- Genre: Public affairs/investigative news magazine
- Created by: Scott Livingston
- Presented by: Sharyl Attkisson
- Theme music composer: 615 Music
- Opening theme: "Sinclair News Package" by 615 Music
- Country of origin: United States
- Original language: English
- No. of seasons: 4
- No. of episodes: 119

Production
- Executive producer: Batt Humphreys
- Producer: Kim Skeen
- Production locations: Sinclair Broadcast Group Washington Bureau, Washington, D.C.
- Camera setup: Multi-camera
- Running time: 22 minutes
- Production company: Sinclair Television Group

Original release
- Network: Syndication
- Release: October 4, 2015 – present

Related
- News Central

= Full Measure with Sharyl Attkisson =

Sunday morning American public affairs show

Full Measure is an American Sunday morning political affairs and investigative news magazine series hosted by investigative journalist Sharyl Attkisson. The program is produced, broadcast, and syndicated by the Sinclair Television Group. It is shown on most television stations operated by the Sinclair Broadcast Group division, initially broadcast at 9:30 a.m. Eastern Time on Sundays in some stations and later in the day by others. It is also streamed live-to-air on the program's website, FullMeasure.news. Topics often include coverage of government spending or actions considered inappropriate.

==Format==
Full Measure is named after a line in the Gettysburg Address honoring soldiers who died fighting for the United States. The show differs from other Sunday public affairs programs because it does not utilize the common week-in-review political discussion or panel discussion formats, which Attkisson intended to avoid due to the prevalence of existing programs formatted this way. The magazine-format program instead features a mix of multiple long-form reports conducted by Attkisson and a team of correspondents – with a focus on investigative "accountability journalism" centering on political and socioeconomic issues (including wasteful project spending by state and federal governments, political whistleblowing, and fraud and abuse of power by corporations and special interest groups).

The reports featured on the program deal mainly with topical matter that Attkisson considers to be "untouchable topic[s]" by other news organizations, intended to be reported in a manner that would not be "steer[ed] in a [ideological] direction just to prove a point". Although it departs from the standard Sunday morning talk show format, Full Measure also features interviews with political figures in the news. The premiere broadcast on October 4, 2015 featured an interview conducted by Attkisson with Republican presidential candidate Donald Trump. Sinclair executive David Smith met with Trump during the 2016 election year, in which he told the future president, "We are here to deliver your message." It was part of a pitch to have reporters embedded in the Trump campaign.
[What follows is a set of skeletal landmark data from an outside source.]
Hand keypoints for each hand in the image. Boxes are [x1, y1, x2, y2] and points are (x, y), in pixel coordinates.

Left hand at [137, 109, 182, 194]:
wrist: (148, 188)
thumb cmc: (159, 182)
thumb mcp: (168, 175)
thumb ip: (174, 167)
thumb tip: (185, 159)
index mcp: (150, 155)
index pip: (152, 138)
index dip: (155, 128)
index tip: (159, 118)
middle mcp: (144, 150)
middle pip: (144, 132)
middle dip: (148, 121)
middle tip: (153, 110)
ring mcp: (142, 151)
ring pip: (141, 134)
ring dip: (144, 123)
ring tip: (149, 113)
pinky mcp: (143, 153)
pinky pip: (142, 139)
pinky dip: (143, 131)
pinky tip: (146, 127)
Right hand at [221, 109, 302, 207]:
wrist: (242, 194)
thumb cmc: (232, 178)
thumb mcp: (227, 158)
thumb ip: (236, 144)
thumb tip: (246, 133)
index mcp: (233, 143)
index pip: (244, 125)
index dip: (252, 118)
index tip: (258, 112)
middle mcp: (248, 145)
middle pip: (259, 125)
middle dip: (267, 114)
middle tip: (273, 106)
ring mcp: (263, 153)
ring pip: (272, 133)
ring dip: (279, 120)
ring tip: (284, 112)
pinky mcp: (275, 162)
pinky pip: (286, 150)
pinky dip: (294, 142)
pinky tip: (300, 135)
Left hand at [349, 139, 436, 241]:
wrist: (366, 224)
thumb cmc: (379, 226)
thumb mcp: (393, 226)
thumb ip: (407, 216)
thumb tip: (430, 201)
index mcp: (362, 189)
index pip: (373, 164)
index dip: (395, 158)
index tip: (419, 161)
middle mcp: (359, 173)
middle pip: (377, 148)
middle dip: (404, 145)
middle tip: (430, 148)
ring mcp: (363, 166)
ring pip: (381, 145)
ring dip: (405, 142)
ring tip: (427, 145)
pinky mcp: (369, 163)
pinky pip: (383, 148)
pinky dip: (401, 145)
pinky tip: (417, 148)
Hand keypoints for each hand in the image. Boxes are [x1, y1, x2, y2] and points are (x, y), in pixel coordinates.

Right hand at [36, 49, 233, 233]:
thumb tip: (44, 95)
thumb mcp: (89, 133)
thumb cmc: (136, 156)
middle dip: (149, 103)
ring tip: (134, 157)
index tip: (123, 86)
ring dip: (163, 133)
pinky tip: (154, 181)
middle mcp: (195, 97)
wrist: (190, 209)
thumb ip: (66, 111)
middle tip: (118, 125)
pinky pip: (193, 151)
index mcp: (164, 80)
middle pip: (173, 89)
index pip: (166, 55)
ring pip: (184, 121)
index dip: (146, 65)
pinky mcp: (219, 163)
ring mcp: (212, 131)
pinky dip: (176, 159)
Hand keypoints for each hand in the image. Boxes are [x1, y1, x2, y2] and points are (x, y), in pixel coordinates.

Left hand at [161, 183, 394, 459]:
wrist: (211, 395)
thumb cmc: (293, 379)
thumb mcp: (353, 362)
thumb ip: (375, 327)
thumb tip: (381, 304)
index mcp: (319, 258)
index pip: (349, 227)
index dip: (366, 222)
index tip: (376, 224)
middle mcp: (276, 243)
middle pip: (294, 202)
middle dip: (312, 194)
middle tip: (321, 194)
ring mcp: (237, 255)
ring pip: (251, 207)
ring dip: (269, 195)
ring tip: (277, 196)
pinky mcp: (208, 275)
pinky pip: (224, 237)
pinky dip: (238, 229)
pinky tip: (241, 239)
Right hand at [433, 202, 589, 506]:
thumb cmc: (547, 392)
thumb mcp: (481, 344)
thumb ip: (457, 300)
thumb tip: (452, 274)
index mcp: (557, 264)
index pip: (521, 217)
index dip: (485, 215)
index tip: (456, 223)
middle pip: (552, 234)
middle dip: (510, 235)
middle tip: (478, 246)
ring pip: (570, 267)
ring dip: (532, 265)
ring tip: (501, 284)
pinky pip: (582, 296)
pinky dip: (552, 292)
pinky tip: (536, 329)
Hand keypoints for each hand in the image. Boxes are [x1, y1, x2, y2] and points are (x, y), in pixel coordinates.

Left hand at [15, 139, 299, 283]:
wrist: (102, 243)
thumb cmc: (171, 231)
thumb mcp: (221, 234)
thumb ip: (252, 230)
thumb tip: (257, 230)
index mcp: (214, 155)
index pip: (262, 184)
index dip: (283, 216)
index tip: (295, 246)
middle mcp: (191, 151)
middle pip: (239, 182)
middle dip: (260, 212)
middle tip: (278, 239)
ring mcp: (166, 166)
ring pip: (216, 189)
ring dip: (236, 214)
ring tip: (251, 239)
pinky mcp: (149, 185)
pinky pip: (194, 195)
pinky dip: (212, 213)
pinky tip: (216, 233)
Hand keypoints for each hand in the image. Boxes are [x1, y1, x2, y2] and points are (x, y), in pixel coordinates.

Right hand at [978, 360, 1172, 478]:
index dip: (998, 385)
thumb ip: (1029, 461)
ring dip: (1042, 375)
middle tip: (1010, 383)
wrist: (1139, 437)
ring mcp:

==Production and development==
On April 22, 2015, Sinclair Broadcast Group announced that it reached an agreement with Attkisson to host a half-hour weekly Washington, D.C.–based news program that would debut on most of Sinclair's ABC, NBC, CBS, Fox, and CW-affiliated stations in 79 markets, including those operated by partner companies such as Deerfield Media and Cunningham Broadcasting that fall. The creation of the Full Measure program came as Sinclair began to venture further into original programming development (having already produced a weekly program for Ring of Honor after its 2011 purchase of the wrestling promotion, as well as owning the American Sports Network syndication service, and the distribution of The Right Side with conservative commentator Armstrong Williams, who has an interest in Howard Stirk Holdings, another company close to Sinclair), a move solidified through an investment/development deal with The Tornante Company (owned by former Walt Disney Company CEO Michael Eisner) which was announced that July.
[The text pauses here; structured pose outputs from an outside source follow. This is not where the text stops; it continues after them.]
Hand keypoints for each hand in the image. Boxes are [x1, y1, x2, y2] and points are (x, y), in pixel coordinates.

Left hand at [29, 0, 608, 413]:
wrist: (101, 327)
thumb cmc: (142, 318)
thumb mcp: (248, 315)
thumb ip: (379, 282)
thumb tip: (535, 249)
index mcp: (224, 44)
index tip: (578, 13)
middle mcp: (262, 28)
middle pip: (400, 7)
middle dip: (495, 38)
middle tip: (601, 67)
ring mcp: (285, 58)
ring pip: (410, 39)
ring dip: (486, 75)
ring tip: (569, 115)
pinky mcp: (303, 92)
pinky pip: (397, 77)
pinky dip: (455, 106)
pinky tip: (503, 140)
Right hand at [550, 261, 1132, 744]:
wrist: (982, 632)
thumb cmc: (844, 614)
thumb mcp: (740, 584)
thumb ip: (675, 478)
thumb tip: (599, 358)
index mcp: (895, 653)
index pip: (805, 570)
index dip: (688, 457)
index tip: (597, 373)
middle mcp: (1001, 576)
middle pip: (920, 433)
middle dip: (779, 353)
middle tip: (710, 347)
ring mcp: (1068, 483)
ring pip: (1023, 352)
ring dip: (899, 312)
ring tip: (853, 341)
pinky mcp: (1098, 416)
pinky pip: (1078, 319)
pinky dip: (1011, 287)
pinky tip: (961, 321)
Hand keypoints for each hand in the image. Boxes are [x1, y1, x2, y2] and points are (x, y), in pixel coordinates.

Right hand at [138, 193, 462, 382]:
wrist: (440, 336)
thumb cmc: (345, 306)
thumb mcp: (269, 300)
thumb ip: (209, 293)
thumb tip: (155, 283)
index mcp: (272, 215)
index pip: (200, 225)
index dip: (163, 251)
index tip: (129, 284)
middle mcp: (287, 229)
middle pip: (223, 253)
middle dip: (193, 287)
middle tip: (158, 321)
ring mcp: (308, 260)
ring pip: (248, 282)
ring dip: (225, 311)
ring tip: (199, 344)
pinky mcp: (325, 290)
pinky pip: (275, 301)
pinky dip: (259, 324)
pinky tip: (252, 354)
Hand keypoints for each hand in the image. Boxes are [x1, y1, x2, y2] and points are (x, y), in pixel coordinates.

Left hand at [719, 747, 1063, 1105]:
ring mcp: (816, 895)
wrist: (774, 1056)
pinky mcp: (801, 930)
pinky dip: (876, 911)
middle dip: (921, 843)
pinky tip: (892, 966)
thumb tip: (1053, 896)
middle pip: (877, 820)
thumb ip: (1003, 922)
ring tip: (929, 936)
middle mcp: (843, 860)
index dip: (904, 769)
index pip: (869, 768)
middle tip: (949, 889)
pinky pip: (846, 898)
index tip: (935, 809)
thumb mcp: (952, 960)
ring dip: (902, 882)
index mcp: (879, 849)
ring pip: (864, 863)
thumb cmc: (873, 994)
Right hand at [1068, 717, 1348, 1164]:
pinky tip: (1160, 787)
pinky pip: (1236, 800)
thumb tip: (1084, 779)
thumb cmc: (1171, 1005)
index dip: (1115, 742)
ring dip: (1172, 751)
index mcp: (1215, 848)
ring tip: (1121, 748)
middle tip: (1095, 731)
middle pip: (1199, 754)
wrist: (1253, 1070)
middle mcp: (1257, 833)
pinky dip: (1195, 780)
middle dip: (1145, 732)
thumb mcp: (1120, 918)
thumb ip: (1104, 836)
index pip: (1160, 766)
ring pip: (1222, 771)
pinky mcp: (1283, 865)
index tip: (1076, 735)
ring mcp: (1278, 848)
Attkisson had been working as a freelance correspondent for Sinclair's Washington bureau since 2014 after she resigned as Washington, D.C. bureau correspondent for CBS News the year before, following claims detailed in her 2014 book, Stonewalled, that computers in Attkisson's CBS office were hacked and infected with spyware, and that the correspondent experienced editorial interference from CBS News management while trying to report in a manner she perceived as fair. The contentious topics related to the Obama administration, such as the investigation of the 2012 Benghazi attack and the rollout of the Patient Protection and Affordable Care Act. Attkisson had filed reports syndicated to the Sinclair group's news-producing stations for their local evening newscasts, and then she officially joined the Sinclair bureau full-time in June 2015.

In announcing the program, its title, and premiere date, Sinclair Television Group vice president of news Scott Livingston stated that the program's goal is "to provide the context and perspective on major issues impacting our viewers", and he noted that Attkisson's "unwavering commitment to exposing government waste, abuse and impropriety will be the foundation of our news program". Several former CBS News production staff members were hired for the program, including its executive producer, Batt Humphreys (who formerly served as executive producer of The Early Show and as the division's director of Standards and Practices).

Sinclair gave Attkisson editorial control of Full Measure, allowing it to deal with topics that may be perceived as controversial or having a political or ideological agenda. Sinclair has been criticized by some media advocacy groups in the past for its syndicated weekly conservative commentary segments hosted by company vice president Mark Hyman since 2003 and has produced programs critical of Democratic candidates in past presidential elections.